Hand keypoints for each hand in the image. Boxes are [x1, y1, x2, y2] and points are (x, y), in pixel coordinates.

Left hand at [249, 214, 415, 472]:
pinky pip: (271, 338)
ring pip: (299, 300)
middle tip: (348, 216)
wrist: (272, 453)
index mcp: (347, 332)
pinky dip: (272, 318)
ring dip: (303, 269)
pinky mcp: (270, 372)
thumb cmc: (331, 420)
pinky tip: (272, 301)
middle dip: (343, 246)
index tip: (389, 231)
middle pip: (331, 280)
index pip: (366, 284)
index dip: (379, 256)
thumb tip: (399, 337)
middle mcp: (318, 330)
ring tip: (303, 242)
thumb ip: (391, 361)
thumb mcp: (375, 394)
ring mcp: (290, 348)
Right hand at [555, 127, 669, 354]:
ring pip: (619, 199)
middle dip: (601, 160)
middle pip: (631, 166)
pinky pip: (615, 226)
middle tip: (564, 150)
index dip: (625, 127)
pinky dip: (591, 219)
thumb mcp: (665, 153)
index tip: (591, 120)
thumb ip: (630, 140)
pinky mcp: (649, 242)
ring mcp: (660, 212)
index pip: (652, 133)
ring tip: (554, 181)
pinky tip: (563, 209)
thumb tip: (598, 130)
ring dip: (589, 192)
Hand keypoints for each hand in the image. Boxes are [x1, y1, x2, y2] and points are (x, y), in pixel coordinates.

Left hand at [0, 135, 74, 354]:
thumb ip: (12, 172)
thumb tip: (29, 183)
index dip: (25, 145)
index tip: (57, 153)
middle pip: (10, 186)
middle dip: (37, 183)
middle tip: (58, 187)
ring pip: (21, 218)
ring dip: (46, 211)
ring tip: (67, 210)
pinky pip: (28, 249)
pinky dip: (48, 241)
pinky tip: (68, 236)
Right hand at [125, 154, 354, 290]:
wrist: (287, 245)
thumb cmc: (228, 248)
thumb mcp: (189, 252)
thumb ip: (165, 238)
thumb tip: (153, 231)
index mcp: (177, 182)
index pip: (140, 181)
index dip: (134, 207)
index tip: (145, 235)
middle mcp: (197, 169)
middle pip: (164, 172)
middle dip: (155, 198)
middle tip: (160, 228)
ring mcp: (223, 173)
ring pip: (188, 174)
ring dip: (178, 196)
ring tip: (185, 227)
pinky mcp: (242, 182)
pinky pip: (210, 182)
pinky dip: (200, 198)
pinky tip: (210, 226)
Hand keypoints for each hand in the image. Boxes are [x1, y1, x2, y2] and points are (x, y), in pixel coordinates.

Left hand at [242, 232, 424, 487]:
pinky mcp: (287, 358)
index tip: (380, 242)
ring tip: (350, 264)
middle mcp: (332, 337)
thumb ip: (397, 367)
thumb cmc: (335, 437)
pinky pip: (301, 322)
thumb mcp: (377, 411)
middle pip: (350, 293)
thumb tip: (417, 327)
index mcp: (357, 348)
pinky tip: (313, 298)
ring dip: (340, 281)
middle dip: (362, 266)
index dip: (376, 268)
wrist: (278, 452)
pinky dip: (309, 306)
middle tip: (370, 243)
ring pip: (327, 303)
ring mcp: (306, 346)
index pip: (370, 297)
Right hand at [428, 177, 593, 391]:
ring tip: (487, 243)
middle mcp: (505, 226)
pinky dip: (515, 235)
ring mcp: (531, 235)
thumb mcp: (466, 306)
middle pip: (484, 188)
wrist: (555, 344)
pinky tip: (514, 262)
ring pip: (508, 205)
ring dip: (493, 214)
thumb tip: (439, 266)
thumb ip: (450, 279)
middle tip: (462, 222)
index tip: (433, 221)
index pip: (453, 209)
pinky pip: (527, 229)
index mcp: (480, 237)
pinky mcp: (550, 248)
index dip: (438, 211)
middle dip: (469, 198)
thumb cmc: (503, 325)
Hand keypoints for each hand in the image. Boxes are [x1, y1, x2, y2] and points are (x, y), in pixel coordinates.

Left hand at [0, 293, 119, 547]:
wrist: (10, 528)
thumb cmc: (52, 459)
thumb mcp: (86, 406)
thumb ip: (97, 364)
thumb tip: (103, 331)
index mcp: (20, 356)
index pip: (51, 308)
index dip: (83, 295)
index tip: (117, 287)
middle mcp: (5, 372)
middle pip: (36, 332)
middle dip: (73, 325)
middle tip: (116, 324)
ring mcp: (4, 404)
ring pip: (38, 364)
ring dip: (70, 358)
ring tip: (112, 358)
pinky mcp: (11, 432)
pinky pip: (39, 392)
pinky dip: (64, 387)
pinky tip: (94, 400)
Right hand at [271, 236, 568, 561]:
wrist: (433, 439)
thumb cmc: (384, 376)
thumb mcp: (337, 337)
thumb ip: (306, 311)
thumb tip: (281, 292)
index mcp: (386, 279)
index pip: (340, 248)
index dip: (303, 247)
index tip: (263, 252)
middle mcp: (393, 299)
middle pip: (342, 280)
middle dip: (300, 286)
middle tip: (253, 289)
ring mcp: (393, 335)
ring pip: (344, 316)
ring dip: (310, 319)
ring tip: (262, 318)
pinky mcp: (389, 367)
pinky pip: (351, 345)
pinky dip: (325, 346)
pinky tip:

---------------

** What you will do **
Copy exactly the lines from the top of the entries through the line with "pinky tip: (210, 226)" in it, please, keeping both ends and adding nothing.

** Answer area **
Hand keypoints for each hand in the image. Boxes are [x1, y1, x2, y2] and points are (x, y), in pixel coordinates.

Left hand at [249, 214, 415, 472]:
pinky pip: (271, 338)
ring pip: (299, 300)
middle tip: (348, 216)
wrist: (272, 453)
index mcp: (347, 332)
pinky dip: (272, 318)
ring dip: (303, 269)
pinky mcp: (270, 372)
thumb cmc: (331, 420)
pinky tip: (272, 301)
middle dip: (343, 246)
index tip: (389, 231)
middle pip: (331, 280)
index pip: (366, 284)
index dip: (379, 256)
thumb tip: (399, 337)
middle mcp: (318, 330)
ring tip: (303, 242)
thumb ip: (391, 361)
thumb mcp: (375, 394)
ring mcp: (290, 348)
Right hand at [555, 127, 669, 354]:
ring pip: (619, 199)
middle dip: (601, 160)
middle pip: (631, 166)
pinky pip: (615, 226)
middle tip: (564, 150)
index dip: (625, 127)
pinky dip: (591, 219)
thumb mcp: (665, 153)
index tip: (591, 120)
thumb ip: (630, 140)
pinky mcp: (649, 242)
ring mcp: (660, 212)
index pip: (652, 133)
ring tip: (554, 181)
pinky tip: (563, 209)
thumb tip: (598, 130)
ring dip: (589, 192)
Hand keypoints for each hand in the image. Boxes are [x1, y1, x2, y2] and points are (x, y), in pixel coordinates.

Left hand at [0, 135, 74, 354]:
thumb ip: (12, 172)
thumb tip: (29, 183)
index dip: (25, 145)
index tip: (57, 153)
middle pip: (10, 186)
middle dip: (37, 183)
middle tip: (58, 187)
ring pip: (21, 218)
ring dip: (46, 211)
ring tip: (67, 210)
pinky pip: (28, 249)
pinky dip: (48, 241)
pinky tip: (68, 236)
Right hand at [125, 154, 354, 290]:
wrist: (287, 245)
thumb cmc: (228, 248)
thumb mcp: (189, 252)
thumb ip: (165, 238)
thumb tip: (153, 231)
index mcp: (177, 182)
index pip: (140, 181)
index dip: (134, 207)
index tip: (145, 235)
middle mcp: (197, 169)
middle pip: (164, 172)
middle dip: (155, 198)
middle tip: (160, 228)
ring mcp: (223, 173)
ring pip: (188, 174)
ring dip: (178, 196)
ring tip: (185, 227)
pinky mcp: (242, 182)
pinky pip: (210, 182)
pinky dip: (200, 198)
pinky tip: (210, 226)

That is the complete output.